# [REQUIREMENT]
When you reach the line containing "index mcp: (475, 230)" in the entries below, start writing out each line exactly, and stop after the line containing "ring dip: (633, 208)".

(Recorded data)
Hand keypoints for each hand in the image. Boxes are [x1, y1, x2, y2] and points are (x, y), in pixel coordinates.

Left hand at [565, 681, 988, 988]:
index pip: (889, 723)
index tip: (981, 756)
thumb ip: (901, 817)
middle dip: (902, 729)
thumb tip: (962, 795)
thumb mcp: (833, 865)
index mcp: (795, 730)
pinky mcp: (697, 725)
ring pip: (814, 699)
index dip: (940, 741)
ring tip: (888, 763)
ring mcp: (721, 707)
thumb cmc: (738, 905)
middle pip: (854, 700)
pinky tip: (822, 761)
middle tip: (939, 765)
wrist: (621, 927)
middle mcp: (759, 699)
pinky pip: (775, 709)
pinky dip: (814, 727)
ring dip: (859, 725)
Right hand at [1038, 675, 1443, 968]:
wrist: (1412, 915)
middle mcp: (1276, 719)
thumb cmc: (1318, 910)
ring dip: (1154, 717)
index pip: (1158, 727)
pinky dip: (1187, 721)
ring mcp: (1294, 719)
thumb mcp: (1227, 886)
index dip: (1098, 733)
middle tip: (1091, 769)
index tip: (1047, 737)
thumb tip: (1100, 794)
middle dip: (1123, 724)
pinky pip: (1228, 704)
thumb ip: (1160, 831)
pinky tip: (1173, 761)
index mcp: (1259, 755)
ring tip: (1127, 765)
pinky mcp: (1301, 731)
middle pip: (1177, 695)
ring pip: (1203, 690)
...
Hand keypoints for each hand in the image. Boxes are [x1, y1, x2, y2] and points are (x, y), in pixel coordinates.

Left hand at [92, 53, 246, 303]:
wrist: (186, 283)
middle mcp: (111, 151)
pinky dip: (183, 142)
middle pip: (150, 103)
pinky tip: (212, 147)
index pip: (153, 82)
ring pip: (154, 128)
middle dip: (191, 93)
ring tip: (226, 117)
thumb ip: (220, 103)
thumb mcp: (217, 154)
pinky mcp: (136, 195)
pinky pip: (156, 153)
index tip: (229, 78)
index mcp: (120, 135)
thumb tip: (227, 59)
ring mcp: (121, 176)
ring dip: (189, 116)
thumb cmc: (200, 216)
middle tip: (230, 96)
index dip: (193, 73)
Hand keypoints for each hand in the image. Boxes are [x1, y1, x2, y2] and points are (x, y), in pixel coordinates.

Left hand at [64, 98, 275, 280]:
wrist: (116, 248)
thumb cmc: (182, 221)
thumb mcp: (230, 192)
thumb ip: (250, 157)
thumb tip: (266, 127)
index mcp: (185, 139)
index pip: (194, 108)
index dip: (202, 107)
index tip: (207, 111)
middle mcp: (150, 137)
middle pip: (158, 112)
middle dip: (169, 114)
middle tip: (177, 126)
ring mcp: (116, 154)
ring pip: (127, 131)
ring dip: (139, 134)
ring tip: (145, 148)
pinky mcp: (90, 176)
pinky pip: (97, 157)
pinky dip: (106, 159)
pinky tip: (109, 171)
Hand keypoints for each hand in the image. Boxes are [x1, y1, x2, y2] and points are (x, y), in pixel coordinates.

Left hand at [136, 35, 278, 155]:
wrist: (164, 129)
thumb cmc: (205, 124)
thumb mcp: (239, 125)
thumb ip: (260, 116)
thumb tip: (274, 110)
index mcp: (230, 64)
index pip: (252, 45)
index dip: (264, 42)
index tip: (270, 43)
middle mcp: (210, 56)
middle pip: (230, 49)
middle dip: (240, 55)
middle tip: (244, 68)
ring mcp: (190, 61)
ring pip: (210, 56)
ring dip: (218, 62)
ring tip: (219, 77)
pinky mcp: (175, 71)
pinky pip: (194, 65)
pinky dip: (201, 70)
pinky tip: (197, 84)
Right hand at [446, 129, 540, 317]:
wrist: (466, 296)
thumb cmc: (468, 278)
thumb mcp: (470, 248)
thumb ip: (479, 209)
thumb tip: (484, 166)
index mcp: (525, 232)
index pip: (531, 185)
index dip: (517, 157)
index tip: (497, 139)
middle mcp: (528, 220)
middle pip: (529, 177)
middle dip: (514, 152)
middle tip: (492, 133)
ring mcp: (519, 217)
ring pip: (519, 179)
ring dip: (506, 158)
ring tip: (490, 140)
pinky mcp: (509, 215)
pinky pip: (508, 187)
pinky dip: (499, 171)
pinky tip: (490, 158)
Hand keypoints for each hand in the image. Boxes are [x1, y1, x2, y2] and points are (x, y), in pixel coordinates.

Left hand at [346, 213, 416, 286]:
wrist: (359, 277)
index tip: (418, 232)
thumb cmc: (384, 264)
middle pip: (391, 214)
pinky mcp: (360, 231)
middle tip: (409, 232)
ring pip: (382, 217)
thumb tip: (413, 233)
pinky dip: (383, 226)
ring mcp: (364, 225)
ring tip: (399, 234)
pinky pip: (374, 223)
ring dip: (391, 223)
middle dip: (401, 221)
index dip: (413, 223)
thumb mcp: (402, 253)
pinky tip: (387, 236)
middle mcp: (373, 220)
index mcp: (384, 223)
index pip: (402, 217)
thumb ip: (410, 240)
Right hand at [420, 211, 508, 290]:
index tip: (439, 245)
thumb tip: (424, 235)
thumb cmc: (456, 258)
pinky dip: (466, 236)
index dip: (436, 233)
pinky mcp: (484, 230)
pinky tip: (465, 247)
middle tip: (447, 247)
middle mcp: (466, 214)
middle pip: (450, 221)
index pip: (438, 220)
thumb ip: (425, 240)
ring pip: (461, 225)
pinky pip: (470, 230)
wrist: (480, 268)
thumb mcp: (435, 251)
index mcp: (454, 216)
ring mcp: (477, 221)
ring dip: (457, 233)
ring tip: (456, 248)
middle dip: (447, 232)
---
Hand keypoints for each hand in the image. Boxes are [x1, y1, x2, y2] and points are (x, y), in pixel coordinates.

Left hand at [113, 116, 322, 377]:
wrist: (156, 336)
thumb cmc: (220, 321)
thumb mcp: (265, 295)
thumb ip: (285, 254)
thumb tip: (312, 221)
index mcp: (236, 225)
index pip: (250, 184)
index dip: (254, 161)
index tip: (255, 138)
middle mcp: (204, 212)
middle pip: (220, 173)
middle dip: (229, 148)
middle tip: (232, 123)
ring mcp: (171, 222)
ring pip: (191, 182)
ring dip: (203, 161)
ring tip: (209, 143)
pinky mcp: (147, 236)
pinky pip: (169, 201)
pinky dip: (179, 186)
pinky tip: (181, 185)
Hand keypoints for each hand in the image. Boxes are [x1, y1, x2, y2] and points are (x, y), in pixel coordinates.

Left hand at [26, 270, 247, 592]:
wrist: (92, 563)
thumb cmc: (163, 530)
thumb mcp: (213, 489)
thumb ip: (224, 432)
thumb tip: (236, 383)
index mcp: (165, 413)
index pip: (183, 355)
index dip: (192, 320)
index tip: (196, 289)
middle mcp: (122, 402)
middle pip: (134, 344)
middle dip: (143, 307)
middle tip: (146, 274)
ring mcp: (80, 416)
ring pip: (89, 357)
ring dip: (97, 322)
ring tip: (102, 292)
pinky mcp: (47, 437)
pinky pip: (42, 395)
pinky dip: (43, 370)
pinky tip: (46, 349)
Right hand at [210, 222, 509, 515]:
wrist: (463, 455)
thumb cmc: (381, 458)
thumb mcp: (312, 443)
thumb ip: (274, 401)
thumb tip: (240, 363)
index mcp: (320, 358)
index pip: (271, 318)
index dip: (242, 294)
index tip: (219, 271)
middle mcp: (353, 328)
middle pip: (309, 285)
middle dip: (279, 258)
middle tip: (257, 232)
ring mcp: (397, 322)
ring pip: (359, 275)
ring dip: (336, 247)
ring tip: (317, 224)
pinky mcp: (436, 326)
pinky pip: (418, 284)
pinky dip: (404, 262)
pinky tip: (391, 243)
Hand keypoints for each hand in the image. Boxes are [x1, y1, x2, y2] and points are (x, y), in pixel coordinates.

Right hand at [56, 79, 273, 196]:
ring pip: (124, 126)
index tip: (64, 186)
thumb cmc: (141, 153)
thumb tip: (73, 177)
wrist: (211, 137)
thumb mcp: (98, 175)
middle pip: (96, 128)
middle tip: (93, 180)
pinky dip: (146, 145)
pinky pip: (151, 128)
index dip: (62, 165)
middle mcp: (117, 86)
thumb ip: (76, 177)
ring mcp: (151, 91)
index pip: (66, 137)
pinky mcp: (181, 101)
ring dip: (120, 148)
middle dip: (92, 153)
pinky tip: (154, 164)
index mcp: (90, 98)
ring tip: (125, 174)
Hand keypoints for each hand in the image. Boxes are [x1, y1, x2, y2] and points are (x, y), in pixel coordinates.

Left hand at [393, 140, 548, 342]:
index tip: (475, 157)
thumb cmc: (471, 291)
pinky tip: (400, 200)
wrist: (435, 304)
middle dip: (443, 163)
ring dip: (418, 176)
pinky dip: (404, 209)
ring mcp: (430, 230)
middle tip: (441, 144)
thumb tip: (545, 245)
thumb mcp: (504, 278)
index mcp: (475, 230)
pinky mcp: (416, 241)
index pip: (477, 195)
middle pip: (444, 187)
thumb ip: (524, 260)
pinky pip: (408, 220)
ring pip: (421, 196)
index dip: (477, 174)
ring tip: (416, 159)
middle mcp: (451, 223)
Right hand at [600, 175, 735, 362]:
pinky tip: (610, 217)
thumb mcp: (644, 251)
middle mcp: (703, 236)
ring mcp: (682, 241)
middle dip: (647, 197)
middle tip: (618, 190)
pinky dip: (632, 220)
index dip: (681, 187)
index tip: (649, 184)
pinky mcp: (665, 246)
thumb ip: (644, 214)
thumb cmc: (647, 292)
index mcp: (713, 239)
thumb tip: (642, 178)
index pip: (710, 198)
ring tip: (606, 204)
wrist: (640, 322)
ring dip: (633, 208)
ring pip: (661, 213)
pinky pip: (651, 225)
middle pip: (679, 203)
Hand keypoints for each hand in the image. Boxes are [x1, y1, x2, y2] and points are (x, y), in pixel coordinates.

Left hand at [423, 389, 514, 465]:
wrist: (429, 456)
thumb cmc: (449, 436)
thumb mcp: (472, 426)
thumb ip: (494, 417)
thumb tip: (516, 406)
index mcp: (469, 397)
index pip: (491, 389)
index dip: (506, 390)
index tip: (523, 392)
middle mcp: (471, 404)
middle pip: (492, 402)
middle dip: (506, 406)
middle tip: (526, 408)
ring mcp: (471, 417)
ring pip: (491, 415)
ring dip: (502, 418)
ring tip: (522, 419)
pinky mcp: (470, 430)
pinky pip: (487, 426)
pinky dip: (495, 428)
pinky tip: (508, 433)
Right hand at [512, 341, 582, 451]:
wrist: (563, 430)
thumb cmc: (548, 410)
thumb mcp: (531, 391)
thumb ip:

# [WRITTEN RESPONSE]
index mcp: (475, 230)
pinky mcp: (416, 241)
index pip: (477, 195)
middle pip: (444, 187)
thumb ip: (524, 260)
pinky pip: (408, 220)
ring pip: (421, 196)
index dip: (477, 174)
ring tip: (416, 159)
middle mcp: (451, 223)
Right hand at [600, 175, 735, 362]:
pinky tip: (610, 217)
thumb mcp: (644, 251)
middle mcp: (703, 236)
ring mcp: (682, 241)
middle dip: (647, 197)
middle tip: (618, 190)
pinky dip: (632, 220)
index dip: (681, 187)
index tip: (649, 184)
pinky mcp: (665, 246)
thumb ip: (644, 214)
thumb cmc: (647, 292)
index mcp: (713, 239)
thumb tip: (642, 178)
index pip: (710, 198)
ring tip: (606, 204)
wrist: (640, 322)
ring dip: (633, 208)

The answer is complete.